On firing coaches midseason and hiring Super Bowl Winners

Standard

If you fire a head coach or defensive coordinator mid-season, then the season is all but over. By the time a gm or owner gets to firing a coach mid-season you’ve admitted you let a better candidate get a job somewhere else, you have wasted hours of practice time under that inadequate coach and you signal to fans and league: they’ve conceded they had it all wrong.

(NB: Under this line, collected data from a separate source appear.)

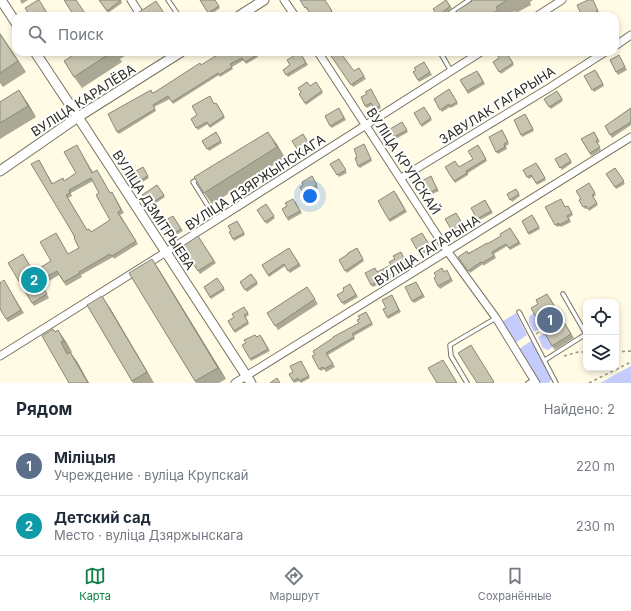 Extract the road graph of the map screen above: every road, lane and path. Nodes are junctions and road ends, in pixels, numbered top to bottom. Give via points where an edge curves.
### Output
1 (1, 0) edge
2 (131, 0) edge
3 (168, 0) edge
4 (264, 0) edge
5 (284, 0) edge
6 (469, 0) edge
7 (562, 0) edge
8 (138, 12) edge
9 (176, 12) edge
10 (245, 12) edge
11 (292, 12) edge
12 (452, 12) edge
13 (543, 12) edge
14 (12, 17) edge
15 (631, 36) edge
16 (619, 44) edge
17 (38, 56) edge
18 (176, 56) edge
19 (321, 56) edge
20 (442, 56) edge
21 (474, 56) edge
22 (599, 56) edge
23 (451, 71) junction
24 (78, 117) junction
25 (366, 125) junction
26 (631, 137) edge
27 (0, 171) edge
28 (200, 178) edge
29 (401, 178) junction
30 (217, 220) junction
31 (166, 252) junction
32 (448, 252) junction
33 (563, 294) dead end
34 (519, 312) dead end
35 (496, 318) junction
36 (583, 329) edge
37 (584, 335) edge
38 (631, 351) edge
39 (583, 352) edge
40 (619, 352) edge
41 (557, 353) junction
42 (0, 356) edge
43 (545, 360) junction
44 (631, 362) edge
45 (249, 380) edge
46 (533, 382) edge
47 (235, 383) edge
48 (467, 383) edge
49 (556, 383) edge
50 (589, 383) edge

1 - 14 street
2 - 8 street
3 - 9 lane
4 - 10 street
5 - 11 street
6 - 12 lane
7 - 13 street
15 - 16 street
17 - 24 street, ВУЛІЦА ДЗМІТРЫЕВА
18 - 24 street, ВУЛІЦА КАРАЛЁВА
19 - 25 street, ВУЛІЦА КРУПСКАЙ
20 - 23 lane
21 - 23 street, ВУЛІЦА ДЗЯРЖЫНСКАГА
22 - 29 street, ЗАВУЛАК ГАГАРЫНА
23 - 25 street, ВУЛІЦА ДЗЯРЖЫНСКАГА
24 - 27 street, ВУЛІЦА КАРАЛЁВА
24 - 31 street, ВУЛІЦА ДЗМІТРЫЕВА
25 - 29 street, ВУЛІЦА КРУПСКАЙ
25 - 30 street, ВУЛІЦА ДЗЯРЖЫНСКАГА
26 - 32 street, ВУЛІЦА ГАГАРЫНА
28 - 30 lane via 193,182
29 - 32 street, ВУЛІЦА КРУПСКАЙ
30 - 31 street, ВУЛІЦА ДЗЯРЖЫНСКАГА
31 - 42 street, ВУЛІЦА ДЗЯРЖЫНСКАГА
31 - 45 street, ВУЛІЦА ДЗМІТРЫЕВА
32 - 35 street, ВУЛІЦА КРУПСКАЙ
32 - 45 street, ВУЛІЦА ГАГАРЫНА
33 - 36 lane
34 - 43 lane
35 - 46 street, ВУЛІЦА КРУПСКАЙ
35 - 48 lane via 450,345 451,356
37 - 41 lane
38 - 40 path
39 - 41 path via 562,356
41 - 43 lane
43 - 49 lane
44 - 50 path
45 - 47 street, ВУЛІЦА ГАГАРЫНА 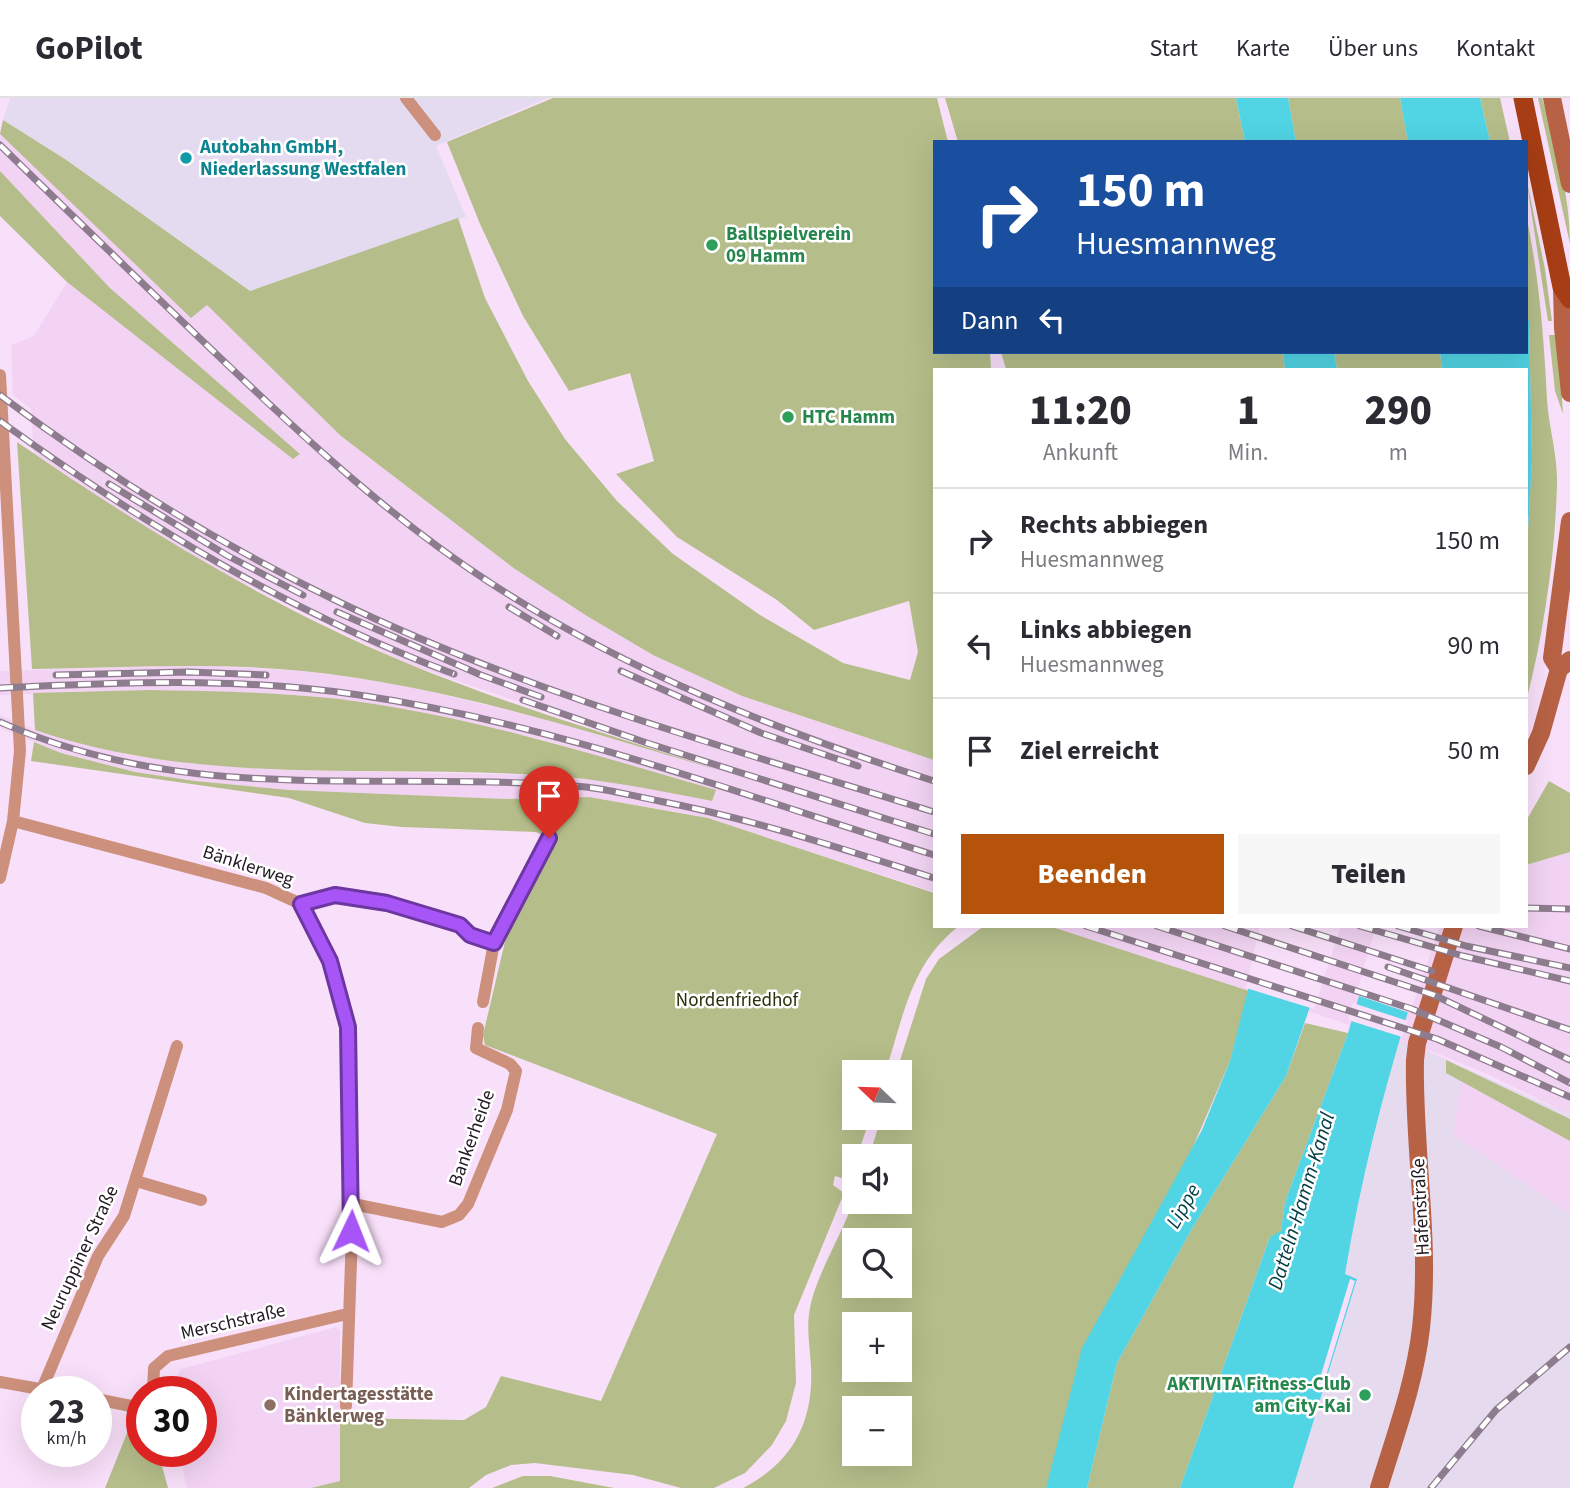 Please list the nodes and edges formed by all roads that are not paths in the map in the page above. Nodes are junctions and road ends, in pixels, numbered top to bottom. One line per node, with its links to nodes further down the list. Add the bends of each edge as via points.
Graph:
1 (406, 98): 4 (street)
2 (1523, 98): 6 (main road)
3 (1552, 98): 5 (main road)
4 (435, 135)
5 (1570, 184)
6 (1566, 293): 8 (main road, via 1563,328)
7 (0, 375): 9 (street)
8 (1569, 380)
9 (2, 439): 13 (street, via 19,741)
10 (1570, 521): 11 (main road, via 1552,658)
11 (1565, 665): 12 (main road)
12 (1528, 762)
13 (13, 821): 15 (street); 16 (street, Bänklerweg, via 266,888)
14 (549, 838): 18 (street)
15 (0, 878)
16 (301, 904): 18 (street, via 335,895 387,903 460,925 470,935); 24 (street, Bänklerweg, via 330,961 348,1027)
17 (1453, 928): 31 (main road, Hafenstraße, via 1417,1042 1424,1269 1421,1329)
18 (494, 943): 19 (street)
19 (483, 1002)
20 (478, 1028): 24 (street, Bankerheide, via 476,1048 516,1071 507,1110 468,1204 459,1215 442,1222)
21 (177, 1046): 22 (street, Neuruppiner Straße)
22 (136, 1181): 23 (street, Neuruppiner Straße); 26 (street, Neuruppiner Straße, via 119,1226 98,1256)
23 (201, 1200)
24 (353, 1204): 25 (street, Bänklerweg)
25 (347, 1314): 27 (street, Merschstraße, via 168,1356 154,1368); 30 (street, Bänklerweg)
26 (51, 1376)
27 (154, 1376)
28 (0, 1382): 29 (street)
29 (21, 1386)
30 (346, 1406)
31 (1379, 1488) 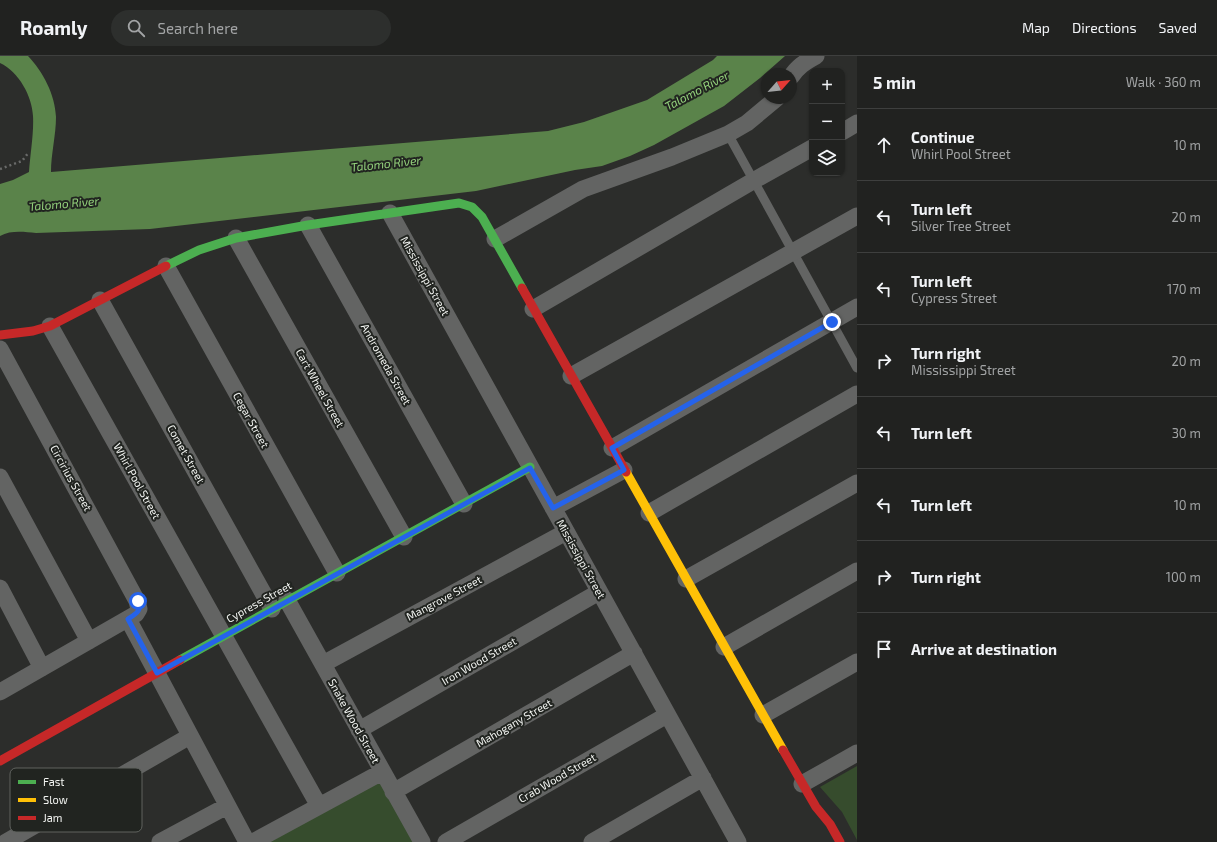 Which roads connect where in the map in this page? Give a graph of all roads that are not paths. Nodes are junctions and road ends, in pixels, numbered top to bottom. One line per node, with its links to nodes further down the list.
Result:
1 (816, 56): 2 (street)
2 (797, 68)
3 (770, 104): 6 (street)
4 (857, 123): 5 (street)
5 (845, 130)
6 (728, 134): 8 (lane); 13 (street)
7 (809, 150): 8 (street)
8 (753, 180): 14 (lane); 18 (street)
9 (390, 213): 11 (street); 13 (street); 27 (street, Mississippi Street)
10 (857, 216): 14 (street)
11 (308, 225): 12 (street); 31 (street, Andromeda Street)
12 (236, 238): 15 (street); 35 (street, Cart Wheel Street)
13 (495, 239): 18 (street)
14 (793, 252): 19 (lane); 24 (street)
15 (166, 266): 16 (street); 37 (street, Cegar Street)
16 (100, 300): 20 (street); 42 (street, Comet Street)
17 (857, 308): 19 (street)
18 (533, 309): 24 (street)
19 (832, 322): 23 (lane); 26 (street)
20 (50, 326): 21 (street); 44 (street, Whirl Pool Street)
21 (0, 335)
22 (0, 349): 43 (street, Circirius Street)
23 (857, 368)
24 (571, 376): 26 (street)
25 (857, 394): 33 (street)
26 (612, 448): 28 (street)
27 (530, 468): 31 (street, Cypress Street); 32 (street, Mississippi Street)
28 (624, 470): 32 (street); 33 (street)
29 (0, 477): 45 (street)
30 (857, 483): 38 (street)
31 (464, 504): 35 (street, Cypress Street)
32 (553, 508): 34 (street, Mississippi Street)
33 (649, 514): 38 (street)
34 (566, 532): 40 (street, Mississippi Street); 49 (street, Mangrove Street)
35 (404, 537): 37 (street, Cypress Street)
36 (857, 572): 46 (street)
37 (337, 573): 41 (street, Cypress Street)
38 (686, 579): 46 (street)
39 (0, 588): 50 (street)
40 (599, 592): 47 (street, Mississippi Street); 55 (street, Iron Wood Street)
41 (287, 600): 42 (street, Cypress Street); 49 (street, Snake Wood Street)
42 (272, 609): 44 (street, Cypress Street)
43 (134, 614): 45 (street); 51 (street, Circirius Street)
44 (223, 636): 51 (street, Cypress Street); 65 (street, Whirl Pool Street)
45 (89, 641): 50 (street)
46 (724, 647): 54 (street)
47 (634, 654): 53 (street, Mississippi Street); 63 (street, Mahogany Street)
48 (857, 662): 54 (street)
49 (323, 664): 55 (street, Snake Wood Street)
50 (42, 668): 52 (street)
51 (157, 673): 56 (street, Circirius Street); 58 (street, Cypress Street)
52 (0, 692)
53 (667, 714): 61 (street, Mississippi Street); 73 (street, Crab Wood Street)
54 (763, 716): 62 (street)
55 (359, 730): 60 (street, Snake Wood Street)
56 (190, 736): 59 (street); 64 (street, Circirius Street)
57 (857, 753): 62 (street)
58 (0, 761)
59 (134, 768)
60 (382, 772): 63 (street, Snake Wood Street); 65 (street)
61 (703, 778): 67 (street, Mississippi Street); 74 (street)
62 (802, 784): 75 (street)
63 (393, 792): 72 (street, Snake Wood Street)
64 (227, 806): 69 (street); 70 (street, Circirius Street)
65 (319, 806): 71 (street)
66 (23, 832): 68 (street)
67 (735, 841)
68 (6, 842)
69 (160, 842)
70 (247, 842)
71 (253, 842)
72 (422, 842)
73 (446, 842)
74 (592, 842)
75 (840, 842)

So, I think firing Juan Castillo was a mistake (maybe play calling needed to go to another coach until the off season) and I also think fans who want to fire Andy Reid need to give it a rest. Andy Reid walking out unemployed after the game tonight if we lose badly to the New Orleans Saints (which I believe we will) will not fix anything. Week 16, right after the game is done is when a guy can be let go. Then a coaching search can begin in earnest. Whatever happens now, we should suffer it.

If the Eagles do continue to stink (and I picked them to be 7-9 this season so I think they will), I don’t want Gruden, Cowher, Dungy, Payton, Parcells or anyone else who has coached a group of men to hoist the Lombardi trophy to be a coach for the Eagles. No coach has won a super bowl as a head coach at two different franchises. In addition, time away from the game doesn’t make you a better coach. The Eagles have got to find a coordinator somewhere and promote him. Whoever that may be, he may not be better than Andy Reid, but Reid doesn’t seem to be the perennial contender builder that he was from 2000 through to 2008. It may be too much control, too many sub par player performances, locker room leadership or too little organizational awareness or something else, but something just seems wrong every time they take the field.